Press release issued: 29 January 2004

A community on the Caribbean island of St Lucia is to receive practical, hands-on help from experts at Bristol University on how best to tackle the landslides that affect an area of shanty housing. 

A community on the Caribbean island of St Lucia is to receive practical, hands-on help from experts at Bristol University on how best to tackle the landslides that affect an area of shanty housing. 

Professor Malcolm Anderson and PhD researcher Liz Holcombe from the University’s School of Geographical Sciences will be heading out to St Lucia this week.  There, they will transform one of the shanty houses into a ‘show home’ that demonstrates the simple, low cost measures local people can adopt to prevent their homes being damaged or destroyed by landslides.

Such landslides are a major hazard in tropical areas like St Lucia but relatively simple measures such as improving drainage design, lining open storm-water drains and monitoring the water table in slopes can easily be adopted by local people to ease the problem.

The visit by Professor Anderson and his team is part of MoSSaiC (Management of Slope Stability in Communities), a project set up by Bristol University and currently being piloted in St Lucia in partnership with the Government. 

MoSSaiC was developed as a result of the success of a software package for assessing landslide risk, created by Professor Anderson and his colleagues some years ago.  Called CHASM (Combined Hydrology and Stability Model), the software has been used on a number of major engineering projects in developing countries across the world and has been featured on BBC Radio 4 Science Now.  However, the software’s inventors were keen to provide these countries with more than just external technical input – and so MoSSaiC was born. 

The project aims to provide not only computer software but a whole range of advice and training to ensure ‘capacity build’ takes place at the community level on landslide prediction and monitoring – thus making the Government less reliant on outside help in tackling the problem. 

In St Lucia, the Minister of Agriculture has already provided the University with a team of government staff to help implement the project and the Ministry of Public Works has recently established a local field team to undertake slope stability assessments on road cut sites.  The slope inventory they provide has been fed into CHASM software to analyse landslide risk and importantly to prioritise expenditure and maintenance programmes.  

Professor Anderson said: “We are greatly looking forward to taking our work into shanty housing areas in St Lucia and working with the communities there.  Community ‘capacity build’ is the key element in the MoSSaiC project and so we will, in partnership, be enhancing community skills with which to tackle landslide hazard – skills that can be readily  passed on to others.  This kind of knowledge transfer is wonderful as the costs are small but the practical and social benefits can be enormous.” 
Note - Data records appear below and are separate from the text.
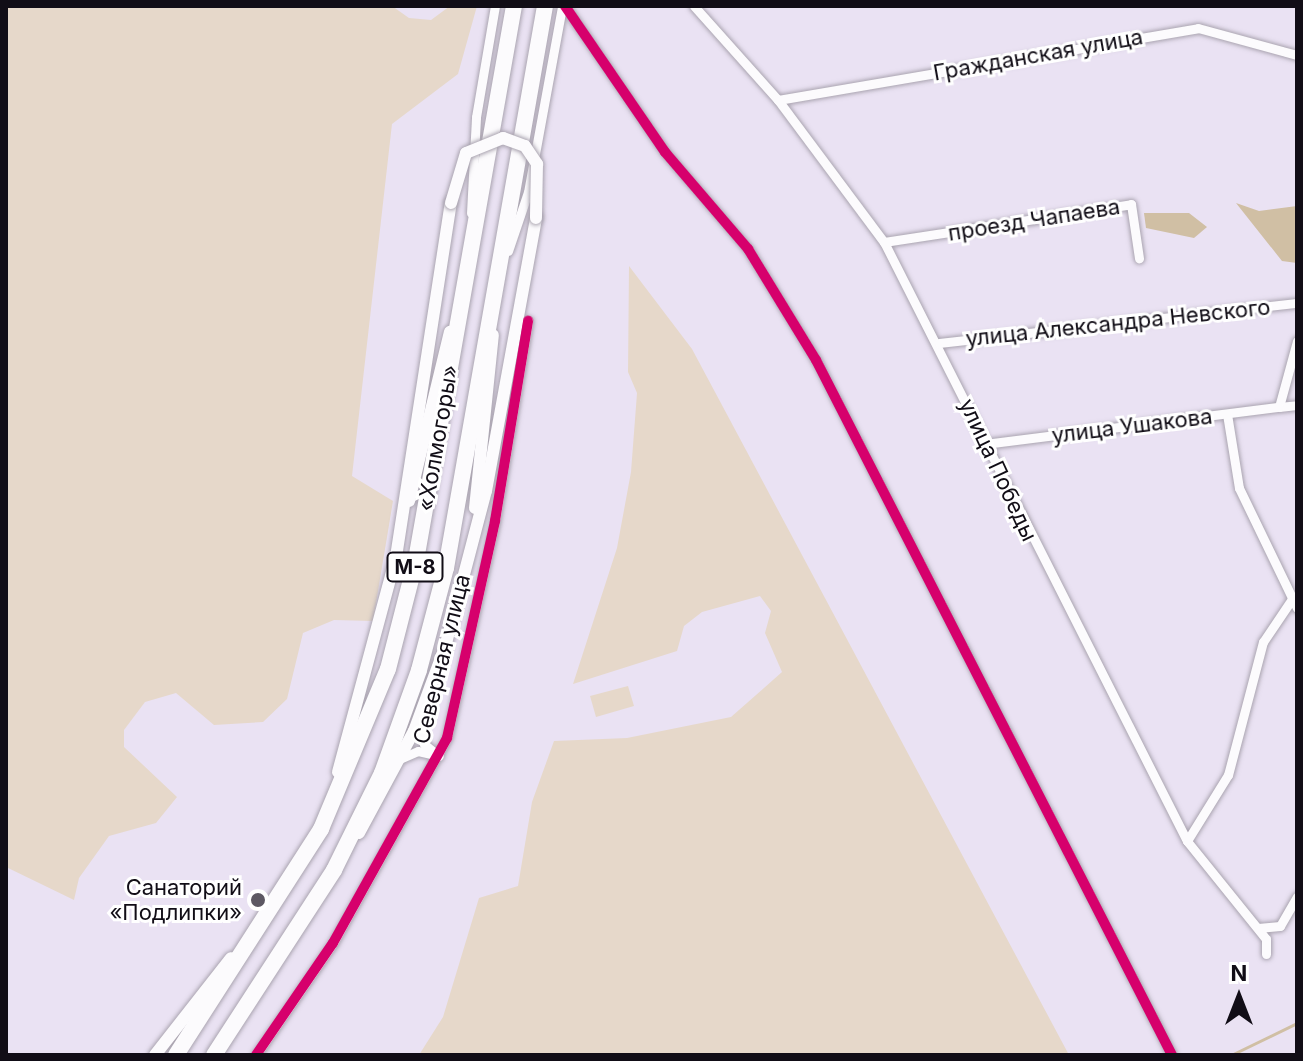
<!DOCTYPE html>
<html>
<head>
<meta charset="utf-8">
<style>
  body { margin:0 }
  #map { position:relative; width:1303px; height:1061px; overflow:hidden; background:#eae2f3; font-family:Inter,sans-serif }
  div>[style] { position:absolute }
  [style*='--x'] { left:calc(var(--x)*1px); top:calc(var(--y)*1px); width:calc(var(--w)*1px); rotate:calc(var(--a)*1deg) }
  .green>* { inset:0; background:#e6d8ca }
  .water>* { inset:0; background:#d0bfa4 }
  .stream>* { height:3px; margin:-1.5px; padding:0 1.5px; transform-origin:1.5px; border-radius:1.5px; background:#d0bfa4 }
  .roads { filter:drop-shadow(0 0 2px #aaa4b0) drop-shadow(0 0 2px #aaa4b0) }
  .street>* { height:9px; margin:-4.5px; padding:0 4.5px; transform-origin:4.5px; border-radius:4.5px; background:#fcfbfd }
  .secondary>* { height:12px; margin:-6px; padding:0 6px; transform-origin:6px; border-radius:6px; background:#fcfbfd }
  .highway>* { height:16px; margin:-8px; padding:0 8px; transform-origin:8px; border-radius:8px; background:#fcfbfd }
  .bridges { filter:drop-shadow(0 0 2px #aaa4b0) drop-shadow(0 0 2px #aaa4b0) }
  .secondary-bridge>* { height:12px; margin:-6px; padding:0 6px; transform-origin:6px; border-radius:6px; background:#fcfbfd }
  .cycleway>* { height:10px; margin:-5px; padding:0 5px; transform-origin:5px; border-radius:5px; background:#d6006c }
  .dots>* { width:22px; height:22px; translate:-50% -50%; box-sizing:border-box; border:4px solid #fff; border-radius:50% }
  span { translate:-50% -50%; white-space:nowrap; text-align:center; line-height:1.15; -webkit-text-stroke:6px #fff; paint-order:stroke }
  .shield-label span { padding:2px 6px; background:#fff; border:2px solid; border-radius:6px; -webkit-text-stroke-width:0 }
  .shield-label { font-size:20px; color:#110d16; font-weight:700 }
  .street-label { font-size:22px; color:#110d16 }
  .poi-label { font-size:22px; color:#110d16 }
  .right { translate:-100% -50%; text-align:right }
  .frame { position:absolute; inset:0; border:8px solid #110d16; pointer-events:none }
  .north { position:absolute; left:1199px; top:957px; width:80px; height:80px; -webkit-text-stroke:6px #fff; paint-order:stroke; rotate:0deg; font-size:22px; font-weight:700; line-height:32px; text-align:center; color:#110d16 }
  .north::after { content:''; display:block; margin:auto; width:28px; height:36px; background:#110d16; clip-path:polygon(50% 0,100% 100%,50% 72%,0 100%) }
</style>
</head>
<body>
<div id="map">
  <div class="green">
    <div style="clip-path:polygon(6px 6px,392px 6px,409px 18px,431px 20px,450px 6px,477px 6px,458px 74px,392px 124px,352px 476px,393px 501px,373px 621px,334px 620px,303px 633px,287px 699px,263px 722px,214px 725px,176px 693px,145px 702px,124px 730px,124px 747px,177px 797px,156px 823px,109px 836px,79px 878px,74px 900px,6px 867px)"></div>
    <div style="clip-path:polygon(629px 266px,692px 349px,1069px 1055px,419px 1055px,443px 1017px,479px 898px,518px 886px,532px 802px,554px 741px,627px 738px,731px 717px,782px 672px,765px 633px,771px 611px,760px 596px,702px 612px,684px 626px,677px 651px,573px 684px,617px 548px,631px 472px,637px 393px,628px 372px)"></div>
    <div style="clip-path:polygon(628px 686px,634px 706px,596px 717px,590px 696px)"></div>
  </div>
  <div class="water">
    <div style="clip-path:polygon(1236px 203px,1259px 211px,1297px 206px,1297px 263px,1282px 261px)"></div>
    <div style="clip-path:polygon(1144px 213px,1189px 213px,1207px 227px,1194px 238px,1146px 228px)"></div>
  </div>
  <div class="stream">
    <div style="--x:1231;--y:1055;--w:73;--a:-25.9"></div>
  </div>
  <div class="roads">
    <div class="street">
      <div style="--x:565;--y:6;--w:177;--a:55.6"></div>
      <div style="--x:665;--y:152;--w:128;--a:49.4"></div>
      <div style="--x:748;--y:249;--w:130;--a:58.5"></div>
      <div style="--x:816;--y:360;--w:781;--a:62.88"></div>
      <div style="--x:694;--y:6;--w:126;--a:48.2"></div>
      <div style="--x:778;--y:100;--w:177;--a:53.3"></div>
      <div style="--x:884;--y:242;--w:671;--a:63.17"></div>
      <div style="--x:1187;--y:841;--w:126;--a:51.1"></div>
      <div style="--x:1266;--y:939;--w:15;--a:90"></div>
      <div style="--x:778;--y:100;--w:426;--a:-9.7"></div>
      <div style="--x:1198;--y:28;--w:103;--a:15.3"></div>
      <div style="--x:471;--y:213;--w:96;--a:-87"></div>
      <div style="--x:476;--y:117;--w:113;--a:-80.3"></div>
      <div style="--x:884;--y:242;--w:250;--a:-8.7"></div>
      <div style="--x:1131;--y:204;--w:55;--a:81.6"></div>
      <div style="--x:508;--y:251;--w:62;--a:-71.3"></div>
      <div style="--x:528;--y:192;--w:189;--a:-79.6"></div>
      <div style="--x:1297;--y:341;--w:68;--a:105.3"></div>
      <div style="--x:1279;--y:407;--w:18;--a:-6"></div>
      <div style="--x:939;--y:343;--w:360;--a:-6.4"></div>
      <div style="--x:1227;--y:414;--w:75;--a:80.8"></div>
      <div style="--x:1239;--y:488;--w:133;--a:64.2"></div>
      <div style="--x:985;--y:444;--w:296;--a:-7.2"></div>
      <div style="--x:418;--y:724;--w:21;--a:73"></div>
      <div style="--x:424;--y:744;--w:19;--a:39"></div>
      <div style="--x:402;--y:758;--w:17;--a:-24"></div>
      <div style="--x:418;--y:751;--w:18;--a:13"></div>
      <div style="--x:1187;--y:841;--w:78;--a:-58.2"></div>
      <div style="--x:1228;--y:775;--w:138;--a:-75.3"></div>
      <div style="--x:1263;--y:642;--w:52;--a:-56"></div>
      <div style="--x:1258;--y:928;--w:22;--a:-5"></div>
      <div style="--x:1280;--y:926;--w:34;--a:-60"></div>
      <div style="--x:256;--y:1055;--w:136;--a:-55.5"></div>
      <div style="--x:333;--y:943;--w:235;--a:-60.9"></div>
      <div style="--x:447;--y:738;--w:222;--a:-77.5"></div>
      <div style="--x:495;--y:521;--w:203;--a:-80.6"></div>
    </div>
    <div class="secondary">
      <div style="--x:409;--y:501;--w:174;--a:-76.4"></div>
      <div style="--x:475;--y:508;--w:174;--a:-84.1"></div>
      <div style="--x:338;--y:772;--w:223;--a:-74.9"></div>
      <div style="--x:396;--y:557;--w:358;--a:-81.2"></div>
      <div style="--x:359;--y:833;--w:116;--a:-61.7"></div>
      <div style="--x:414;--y:731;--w:90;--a:-69.7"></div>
      <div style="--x:445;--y:647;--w:161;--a:-75.3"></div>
      <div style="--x:486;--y:491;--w:278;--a:-79.6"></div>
      <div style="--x:155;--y:1055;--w:123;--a:-51.9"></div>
    </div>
    <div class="highway">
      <div style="--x:176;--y:1055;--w:269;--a:-57.3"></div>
      <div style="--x:321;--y:829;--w:173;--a:-67.3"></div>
      <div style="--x:388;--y:669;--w:113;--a:-75.6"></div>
      <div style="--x:416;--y:560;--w:563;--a:-79.97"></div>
      <div style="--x:214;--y:1055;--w:221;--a:-57"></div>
      <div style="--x:334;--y:870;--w:108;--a:-63.7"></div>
      <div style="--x:382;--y:773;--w:109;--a:-70.2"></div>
      <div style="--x:419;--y:670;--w:106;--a:-75.2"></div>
      <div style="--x:446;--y:568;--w:571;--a:-80.01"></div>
    </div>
  </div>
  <div class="bridges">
    <div class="secondary-bridge">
      <div style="--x:451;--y:203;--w:52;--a:-73.3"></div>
      <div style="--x:466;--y:153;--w:40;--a:-22"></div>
      <div style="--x:503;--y:138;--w:23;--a:20"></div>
      <div style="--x:525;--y:146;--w:22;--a:56"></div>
      <div style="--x:537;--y:164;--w:54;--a:91.1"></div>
    </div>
  </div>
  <div class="cycleway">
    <div style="--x:565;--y:6;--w:177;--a:55.6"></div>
    <div style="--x:665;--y:152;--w:128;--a:49.4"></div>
    <div style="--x:748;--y:249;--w:130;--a:58.5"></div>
    <div style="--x:816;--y:360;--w:781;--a:62.88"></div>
    <div style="--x:256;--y:1055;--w:136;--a:-55.5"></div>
    <div style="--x:333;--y:943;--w:235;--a:-60.9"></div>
    <div style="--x:447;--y:738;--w:222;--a:-77.5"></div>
    <div style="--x:495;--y:521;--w:203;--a:-80.6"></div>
  </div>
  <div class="dots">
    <div style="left:258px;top:900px;background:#5d5863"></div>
  </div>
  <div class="shield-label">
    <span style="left:415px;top:567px">М-8</span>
  </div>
  <div class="street-label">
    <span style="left:1038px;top:55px;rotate:-10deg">Гражданская улица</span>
    <span style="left:1034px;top:220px;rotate:-9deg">проезд Чапаева</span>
    <span style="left:1118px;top:323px;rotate:-6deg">улица Александра Невского</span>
    <span style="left:1132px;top:426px;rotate:-7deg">улица Ушакова</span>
    <span style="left:438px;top:438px;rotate:-80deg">«Холмогоры»</span>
    <span style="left:998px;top:470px;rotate:65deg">улица Победы</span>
    <span style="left:442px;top:659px;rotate:-76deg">Северная улица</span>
  </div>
  <div class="poi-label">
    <span class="right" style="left:242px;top:900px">Санаторий<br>«Подлипки»</span>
  </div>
  <div class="frame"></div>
  <div class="north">N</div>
</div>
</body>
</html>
CHASM (Combined Hydrology and Stability Model)

CHASM is a computer program designed to help countries with high rainfall predict and control devastating landslides.  Countries with heavy tropical rain often find that important and expensive development projects can be ruined by landslides caused by this rain. 

The CHASM program, when fed the relevant data, can calculate the changes in the water table of a slope and suggest the angle of slope least likely to result in a landslide.  The program is the result of 18 years of research at Bristol University on the flow of water over and through soil and the development of mathematical modelling of water flow. 

The software is now well established within the wider engineering community.  The Windows version is sold by the University through Bristol Innovations Ltd.